Berita MikroKabar terbaru Indonesia, tiap hari.
Teknologi

Indonesia Bidik Kolaborasi Digital Lebih Luas dengan Huawei dan ByteDance

2026-07-18 17:14 WIB · aindari · 👁 531 dibaca

Airlangga Hartarto mendorong penguatan kerja sama dengan Huawei dan ByteDance untuk mendukung transformasi digital, talenta teknologi, AI, dan UMKM Indonesia.

Pemerintah Indonesia membuka ruang kerja sama lebih besar dengan dua perusahaan teknologi China, Huawei dan ByteDance, sebagai bagian dari upaya mempercepat transformasi digital nasional. Menteri Koordinator Bidang Perekonomian Airlangga Hartarto menilai kedua perusahaan memiliki pengalaman dan kapasitas yang relevan untuk mendukung agenda digital Indonesia.

Dalam agenda bisnis di Shanghai, China, Airlangga bertemu dengan Huawei dan membahas sejumlah peluang kolaborasi. Fokus pembicaraan mencakup empat area utama, yaitu investasi pada infrastruktur kecerdasan buatan dan komputasi awan, penguatan talenta digital serta keamanan siber, percepatan digitalisasi layanan pemerintah dan UMKM, serta pemanfaatan solusi energi hijau untuk pusat data.

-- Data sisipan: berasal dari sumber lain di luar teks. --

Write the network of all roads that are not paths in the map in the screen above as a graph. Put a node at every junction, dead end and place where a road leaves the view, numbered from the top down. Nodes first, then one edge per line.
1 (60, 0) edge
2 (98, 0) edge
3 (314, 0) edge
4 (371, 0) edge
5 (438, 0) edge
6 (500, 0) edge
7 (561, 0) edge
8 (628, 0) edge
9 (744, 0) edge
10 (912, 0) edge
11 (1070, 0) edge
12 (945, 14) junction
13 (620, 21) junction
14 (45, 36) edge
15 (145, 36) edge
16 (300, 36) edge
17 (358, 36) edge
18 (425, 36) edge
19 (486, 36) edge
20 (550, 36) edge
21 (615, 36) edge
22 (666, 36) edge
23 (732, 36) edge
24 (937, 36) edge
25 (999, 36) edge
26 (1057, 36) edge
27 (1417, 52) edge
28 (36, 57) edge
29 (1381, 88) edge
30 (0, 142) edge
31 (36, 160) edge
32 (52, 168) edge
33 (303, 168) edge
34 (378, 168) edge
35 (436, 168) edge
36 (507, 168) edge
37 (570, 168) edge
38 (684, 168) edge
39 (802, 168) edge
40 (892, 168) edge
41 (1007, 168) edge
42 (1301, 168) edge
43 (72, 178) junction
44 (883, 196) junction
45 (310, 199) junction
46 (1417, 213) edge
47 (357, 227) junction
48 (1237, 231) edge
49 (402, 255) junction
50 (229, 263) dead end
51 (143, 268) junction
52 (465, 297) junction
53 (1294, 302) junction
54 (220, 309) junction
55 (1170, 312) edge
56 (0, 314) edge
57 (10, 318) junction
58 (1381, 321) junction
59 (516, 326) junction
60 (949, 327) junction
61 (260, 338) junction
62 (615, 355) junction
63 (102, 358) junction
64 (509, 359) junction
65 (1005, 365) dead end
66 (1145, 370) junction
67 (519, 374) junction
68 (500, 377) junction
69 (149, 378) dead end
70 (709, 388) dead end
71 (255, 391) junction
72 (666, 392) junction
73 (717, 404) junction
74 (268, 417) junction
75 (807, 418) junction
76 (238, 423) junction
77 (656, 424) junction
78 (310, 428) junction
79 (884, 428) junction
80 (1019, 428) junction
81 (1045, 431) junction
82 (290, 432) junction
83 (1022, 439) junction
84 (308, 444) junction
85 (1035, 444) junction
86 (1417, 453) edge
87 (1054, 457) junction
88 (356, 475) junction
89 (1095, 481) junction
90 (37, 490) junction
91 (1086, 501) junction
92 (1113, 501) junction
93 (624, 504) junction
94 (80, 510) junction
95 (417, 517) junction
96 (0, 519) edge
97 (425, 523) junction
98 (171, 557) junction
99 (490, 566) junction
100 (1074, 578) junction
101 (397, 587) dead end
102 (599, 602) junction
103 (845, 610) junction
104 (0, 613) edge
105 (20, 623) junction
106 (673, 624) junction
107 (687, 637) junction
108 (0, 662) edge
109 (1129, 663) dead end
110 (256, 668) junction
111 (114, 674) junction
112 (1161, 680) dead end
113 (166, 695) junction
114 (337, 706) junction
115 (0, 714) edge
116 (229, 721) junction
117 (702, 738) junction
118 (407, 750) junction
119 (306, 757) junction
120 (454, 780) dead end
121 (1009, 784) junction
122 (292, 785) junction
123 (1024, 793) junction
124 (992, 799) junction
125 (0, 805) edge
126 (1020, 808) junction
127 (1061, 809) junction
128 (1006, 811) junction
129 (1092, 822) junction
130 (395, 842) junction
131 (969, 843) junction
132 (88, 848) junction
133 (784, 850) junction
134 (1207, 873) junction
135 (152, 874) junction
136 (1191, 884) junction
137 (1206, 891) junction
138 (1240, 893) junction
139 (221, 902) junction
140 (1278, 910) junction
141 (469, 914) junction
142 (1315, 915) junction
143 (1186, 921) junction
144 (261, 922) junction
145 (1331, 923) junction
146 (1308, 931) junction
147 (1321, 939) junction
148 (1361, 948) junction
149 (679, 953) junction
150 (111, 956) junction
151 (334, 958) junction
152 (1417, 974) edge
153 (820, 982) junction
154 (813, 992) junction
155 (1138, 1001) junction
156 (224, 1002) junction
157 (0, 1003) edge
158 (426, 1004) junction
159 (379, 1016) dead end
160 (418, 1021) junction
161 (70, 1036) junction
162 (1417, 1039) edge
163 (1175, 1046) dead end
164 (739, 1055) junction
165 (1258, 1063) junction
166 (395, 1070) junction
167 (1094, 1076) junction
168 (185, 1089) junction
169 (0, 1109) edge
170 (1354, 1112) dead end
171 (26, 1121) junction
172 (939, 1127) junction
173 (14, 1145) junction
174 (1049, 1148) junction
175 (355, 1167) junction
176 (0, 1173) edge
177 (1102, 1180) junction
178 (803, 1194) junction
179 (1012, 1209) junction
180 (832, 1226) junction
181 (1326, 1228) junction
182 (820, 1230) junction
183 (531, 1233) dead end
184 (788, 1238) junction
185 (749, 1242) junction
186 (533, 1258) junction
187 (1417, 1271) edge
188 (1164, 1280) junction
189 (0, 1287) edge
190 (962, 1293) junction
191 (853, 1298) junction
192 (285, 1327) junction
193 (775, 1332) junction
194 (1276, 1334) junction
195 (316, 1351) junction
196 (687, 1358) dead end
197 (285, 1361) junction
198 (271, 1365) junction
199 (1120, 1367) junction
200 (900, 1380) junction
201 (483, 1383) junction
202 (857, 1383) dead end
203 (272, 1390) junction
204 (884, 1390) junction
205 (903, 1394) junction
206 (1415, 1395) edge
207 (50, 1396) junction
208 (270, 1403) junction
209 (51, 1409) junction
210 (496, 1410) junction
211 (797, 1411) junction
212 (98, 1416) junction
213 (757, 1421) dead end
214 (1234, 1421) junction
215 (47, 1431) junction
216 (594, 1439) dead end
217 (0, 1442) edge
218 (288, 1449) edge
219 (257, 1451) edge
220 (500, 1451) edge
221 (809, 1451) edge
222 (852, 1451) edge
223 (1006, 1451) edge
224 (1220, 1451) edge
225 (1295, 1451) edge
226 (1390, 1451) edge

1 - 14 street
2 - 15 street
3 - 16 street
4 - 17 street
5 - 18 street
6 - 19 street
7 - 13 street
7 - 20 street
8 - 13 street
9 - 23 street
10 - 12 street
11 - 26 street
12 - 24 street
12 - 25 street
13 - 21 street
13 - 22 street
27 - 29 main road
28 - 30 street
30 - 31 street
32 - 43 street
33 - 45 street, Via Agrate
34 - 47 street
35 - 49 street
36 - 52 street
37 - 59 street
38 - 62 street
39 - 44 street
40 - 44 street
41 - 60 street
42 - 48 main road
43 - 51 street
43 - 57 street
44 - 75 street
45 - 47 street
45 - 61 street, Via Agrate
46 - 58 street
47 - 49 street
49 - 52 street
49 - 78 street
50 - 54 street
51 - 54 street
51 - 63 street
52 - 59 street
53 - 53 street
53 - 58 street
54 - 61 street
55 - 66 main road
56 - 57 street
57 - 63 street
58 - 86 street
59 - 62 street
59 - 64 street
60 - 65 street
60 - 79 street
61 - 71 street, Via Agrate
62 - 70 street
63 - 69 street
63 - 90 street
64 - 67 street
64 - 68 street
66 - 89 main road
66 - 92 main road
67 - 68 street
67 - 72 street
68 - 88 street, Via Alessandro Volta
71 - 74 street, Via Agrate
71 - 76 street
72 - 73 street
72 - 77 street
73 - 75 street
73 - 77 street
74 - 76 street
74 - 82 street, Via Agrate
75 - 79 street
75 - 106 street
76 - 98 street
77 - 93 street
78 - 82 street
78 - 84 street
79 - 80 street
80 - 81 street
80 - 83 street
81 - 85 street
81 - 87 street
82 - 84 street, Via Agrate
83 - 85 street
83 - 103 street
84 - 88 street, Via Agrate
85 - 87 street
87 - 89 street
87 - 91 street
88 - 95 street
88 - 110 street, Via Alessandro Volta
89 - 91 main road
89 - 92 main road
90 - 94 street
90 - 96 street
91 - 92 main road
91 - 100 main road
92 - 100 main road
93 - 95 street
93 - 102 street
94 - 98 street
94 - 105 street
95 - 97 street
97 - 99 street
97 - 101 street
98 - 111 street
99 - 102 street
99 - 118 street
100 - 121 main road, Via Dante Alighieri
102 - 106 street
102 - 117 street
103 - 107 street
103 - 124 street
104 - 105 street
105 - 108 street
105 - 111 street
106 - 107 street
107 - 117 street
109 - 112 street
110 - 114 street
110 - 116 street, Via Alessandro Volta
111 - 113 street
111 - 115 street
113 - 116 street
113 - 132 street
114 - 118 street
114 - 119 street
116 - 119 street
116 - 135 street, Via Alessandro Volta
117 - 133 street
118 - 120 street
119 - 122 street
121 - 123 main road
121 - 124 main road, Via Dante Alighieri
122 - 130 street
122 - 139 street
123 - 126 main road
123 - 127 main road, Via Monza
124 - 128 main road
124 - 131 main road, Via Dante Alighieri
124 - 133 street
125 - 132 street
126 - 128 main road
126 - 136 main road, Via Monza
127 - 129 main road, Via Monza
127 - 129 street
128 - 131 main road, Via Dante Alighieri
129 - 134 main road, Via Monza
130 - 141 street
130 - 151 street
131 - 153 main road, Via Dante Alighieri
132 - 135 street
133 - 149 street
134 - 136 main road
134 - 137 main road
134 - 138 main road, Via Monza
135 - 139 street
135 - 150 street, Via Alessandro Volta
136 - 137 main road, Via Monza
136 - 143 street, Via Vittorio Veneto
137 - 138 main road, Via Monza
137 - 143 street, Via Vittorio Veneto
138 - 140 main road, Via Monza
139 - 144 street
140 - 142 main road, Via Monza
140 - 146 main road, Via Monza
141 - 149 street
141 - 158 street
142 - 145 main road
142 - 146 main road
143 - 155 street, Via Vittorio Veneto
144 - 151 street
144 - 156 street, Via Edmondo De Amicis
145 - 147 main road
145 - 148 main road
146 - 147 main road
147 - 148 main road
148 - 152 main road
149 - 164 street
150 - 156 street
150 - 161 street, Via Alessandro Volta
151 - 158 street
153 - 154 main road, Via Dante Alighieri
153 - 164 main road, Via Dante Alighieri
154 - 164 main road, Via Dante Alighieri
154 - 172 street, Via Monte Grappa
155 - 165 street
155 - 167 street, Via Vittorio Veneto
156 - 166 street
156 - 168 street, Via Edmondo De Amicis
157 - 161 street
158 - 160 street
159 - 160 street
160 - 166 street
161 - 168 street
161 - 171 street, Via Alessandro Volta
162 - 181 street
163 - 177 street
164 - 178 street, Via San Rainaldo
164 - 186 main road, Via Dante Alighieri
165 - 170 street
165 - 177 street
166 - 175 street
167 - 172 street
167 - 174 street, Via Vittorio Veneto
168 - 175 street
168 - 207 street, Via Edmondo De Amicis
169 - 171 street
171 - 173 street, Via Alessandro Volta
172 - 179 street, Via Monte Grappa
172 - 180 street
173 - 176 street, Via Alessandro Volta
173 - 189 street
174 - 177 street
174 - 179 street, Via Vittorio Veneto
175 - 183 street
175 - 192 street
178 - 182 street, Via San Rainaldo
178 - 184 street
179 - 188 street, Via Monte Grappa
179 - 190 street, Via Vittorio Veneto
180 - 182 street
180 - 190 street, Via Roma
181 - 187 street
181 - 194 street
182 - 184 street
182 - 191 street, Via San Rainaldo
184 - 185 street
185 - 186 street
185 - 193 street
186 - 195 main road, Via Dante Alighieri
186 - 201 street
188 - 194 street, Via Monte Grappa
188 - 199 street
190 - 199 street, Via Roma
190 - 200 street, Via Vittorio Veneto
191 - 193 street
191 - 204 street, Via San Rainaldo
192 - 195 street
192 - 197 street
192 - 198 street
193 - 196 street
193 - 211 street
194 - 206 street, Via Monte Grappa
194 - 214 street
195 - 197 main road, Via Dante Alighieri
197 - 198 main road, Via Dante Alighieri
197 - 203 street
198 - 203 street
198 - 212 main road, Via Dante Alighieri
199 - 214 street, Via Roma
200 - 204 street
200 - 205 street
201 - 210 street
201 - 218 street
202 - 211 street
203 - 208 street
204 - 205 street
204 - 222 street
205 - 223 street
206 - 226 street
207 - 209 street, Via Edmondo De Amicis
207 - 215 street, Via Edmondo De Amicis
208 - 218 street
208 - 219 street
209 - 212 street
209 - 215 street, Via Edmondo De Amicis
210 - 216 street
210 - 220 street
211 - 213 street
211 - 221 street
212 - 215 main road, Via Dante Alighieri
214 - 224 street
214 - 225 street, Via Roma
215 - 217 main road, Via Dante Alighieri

Huawei dipandang pemerintah sebagai mitra potensial karena memiliki kompetensi pada infrastruktur telekomunikasi, cloud, dan AI. Airlangga menyampaikan bahwa setelah Indonesia resmi menjadi salah satu negara pendiri World Artificial Intelligence Cooperation Organization atau WAICO, kerja sama teknologi perlu menghasilkan langkah konkret. Dalam konteks itu, kemampuan Huawei dinilai dapat mendukung kebutuhan transformasi digital Indonesia.

Pertemuan terpisah juga dilakukan dengan ByteDance. Pemerintah menyampaikan apresiasi atas investasi dan komitmen perusahaan tersebut di Indonesia, terutama melalui Tokopedia dan TikTok Shop. Kehadiran platform itu dinilai ikut memperkuat ekosistem perdagangan digital serta memberi ruang lebih luas bagi pelaku UMKM untuk memanfaatkan kanal digital, termasuk peluang perdagangan lintas batas.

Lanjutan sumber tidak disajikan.